DATA TO PROCESS below:

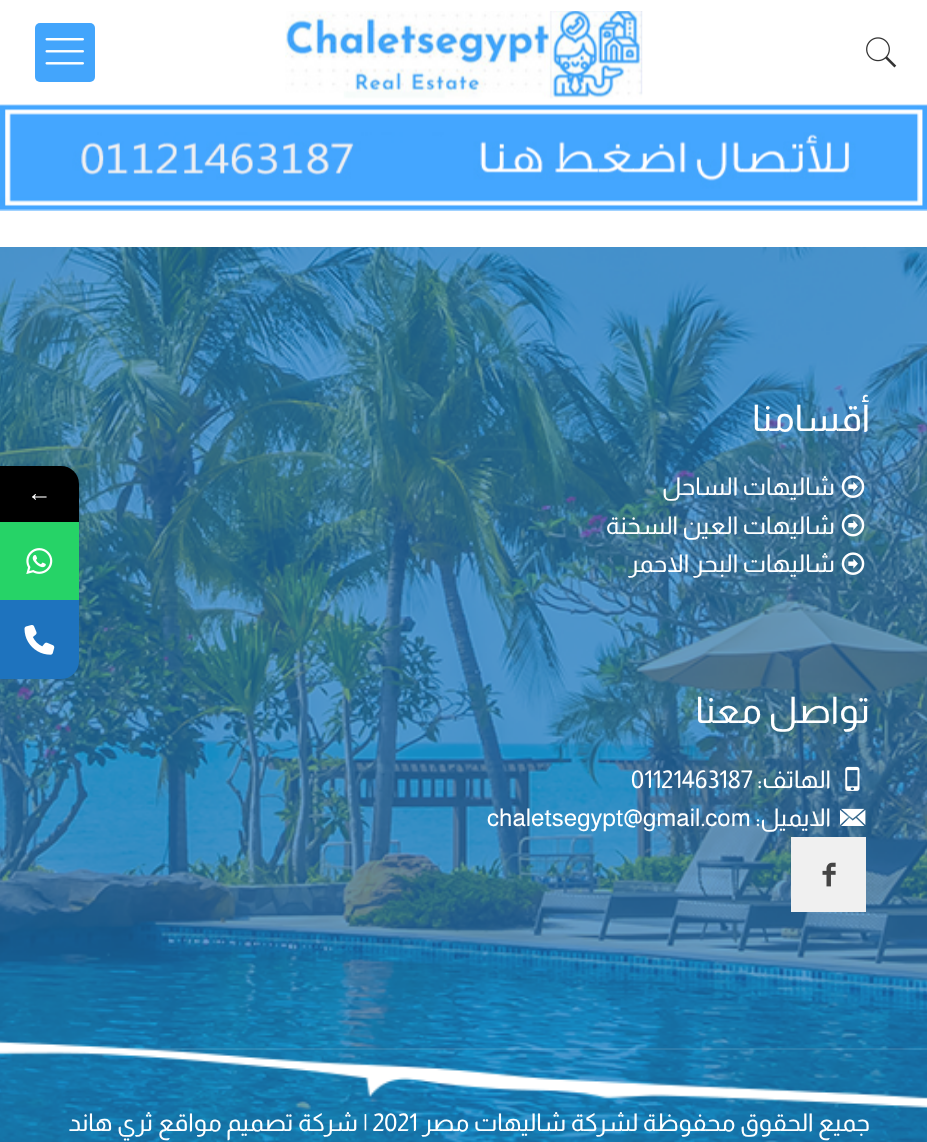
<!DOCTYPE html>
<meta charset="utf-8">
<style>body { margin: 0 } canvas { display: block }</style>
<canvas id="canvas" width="927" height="1142"></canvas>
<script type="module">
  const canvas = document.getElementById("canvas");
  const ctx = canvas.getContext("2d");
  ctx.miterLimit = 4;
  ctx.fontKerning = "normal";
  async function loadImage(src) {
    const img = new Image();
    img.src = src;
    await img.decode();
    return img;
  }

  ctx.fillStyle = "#ffffff";
  ctx.fillRect(0, 0, 927, 1142);
  ctx.drawImage(await loadImage("img1.png"), 285, 11, 358, 88);
  ctx.fillStyle = "#43a5fc";
  ctx.beginPath();
  ctx.roundRect(35, 23, 60, 59, 5);
  ctx.fill();
  ctx.drawImage(await loadImage("img2.png"), 45, 38, 39, 27);
  ctx.drawImage(await loadImage("img3.png"), 0, 104, 927, 107);
  ctx.drawImage(await loadImage("img4.png"), 866, 37, 31, 31);
  ctx.drawImage(await loadImage("img5.png"), 0, 247, 927, 895);
  ctx.direction = "rtl";
  ctx.font = "36.75px Almarai";
  ctx.fillStyle = "#ffffff";
  ctx.fillText("أقسامنا", 870, 431);
  ctx.drawImage(await loadImage("img6.png"), 841, 475, 24, 23);
  ctx.font = "24.5px Almarai";
  ctx.fillText("شاليهات الساحل", 835, 495);
  ctx.drawImage(await loadImage("img7.png"), 841, 513, 24, 24);
  ctx.fillText("شاليهات العين السخنة", 835, 534);
  ctx.drawImage(await loadImage("img8.png"), 841, 552, 24, 23);
  ctx.fillText("شاليهات البحر الاحمر", 835, 572);
  ctx.font = "36.75px Almarai";
  ctx.fillText("تواصل معنا", 870, 723);
  ctx.drawImage(await loadImage("img9.png"), 845, 766, 15, 25);
  ctx.font = "24.5px Almarai";
  ctx.fillText("الهاتف:", 831, 788);
  ctx.direction = "ltr";
  ctx.fillText("01121463187", 631, 788);
  ctx.drawImage(await loadImage("img10.png"), 840, 808, 26, 18);
  ctx.direction = "rtl";
  ctx.fillText("الايميل:", 831, 826);
  ctx.direction = "ltr";
  ctx.fillText("chaletsegypt@gmail.com", 487, 826);
  ctx.fillStyle = "#f0f0f0";
  ctx.fillRect(791, 837, 75, 75);
  ctx.drawImage(await loadImage("img11.png"), 822, 862, 14, 25);
  ctx.fillStyle = "rgba(255, 255, 255, 0.1)";
  ctx.fillRect(101, 1048, 826, 2);
  ctx.direction = "rtl";
  ctx.fillStyle = "#ffffff";
  ctx.fillText("جميع الحقوق محفوظة لشركة شاليهات مصر", 870, 1131);
  ctx.direction = "ltr";
  ctx.fillText("| 2021", 363, 1131);
  ctx.direction = "rtl";
  ctx.fillText("شركة تصميم مواقع", 358, 1131);
  ctx.fillText("ثري هاند", 153, 1131);
  ctx.fillStyle = "rgba(0, 0, 0, 0.16)";
  ctx.filter = "blur(5px)";
  ctx.beginPath();
  ctx.roundRect(0, 471, 79, 56, 18);
  ctx.fill();
  ctx.filter = "none";
  ctx.fillStyle = "#000000";
  ctx.beginPath();
  ctx.roundRect(0, 466, 79, 56, [0, 18, 0, 0]);
  ctx.fill();
  ctx.direction = "ltr";
  ctx.font = "24.5px Liberation Serif";
  ctx.fillStyle = "#ffffff";
  ctx.fillText("←", 27, 501);
  ctx.fillStyle = "#26d367";
  ctx.fillRect(0, 522, 79, 78);
  ctx.drawImage(await loadImage("img12.png"), 26, 548, 27, 26);
  ctx.fillStyle = "#1e73be";
  ctx.beginPath();
  ctx.roundRect(0, 600, 79, 79, [0, 0, 18, 0]);
  ctx.fill();
  ctx.drawImage(await loadImage("img13.png"), 24, 625, 31, 30);
</script>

End of DATA TO PROCESS.

ASSIGNMENT: For an answer, give a copy of every line in the listing that holds the word "canvas".

TASK ANSWER:
<style>body { margin: 0 } canvas { display: block }</style>
<canvas id="canvas" width="927" height="1142"></canvas>
  const canvas = document.getElementById("canvas");
  const ctx = canvas.getContext("2d");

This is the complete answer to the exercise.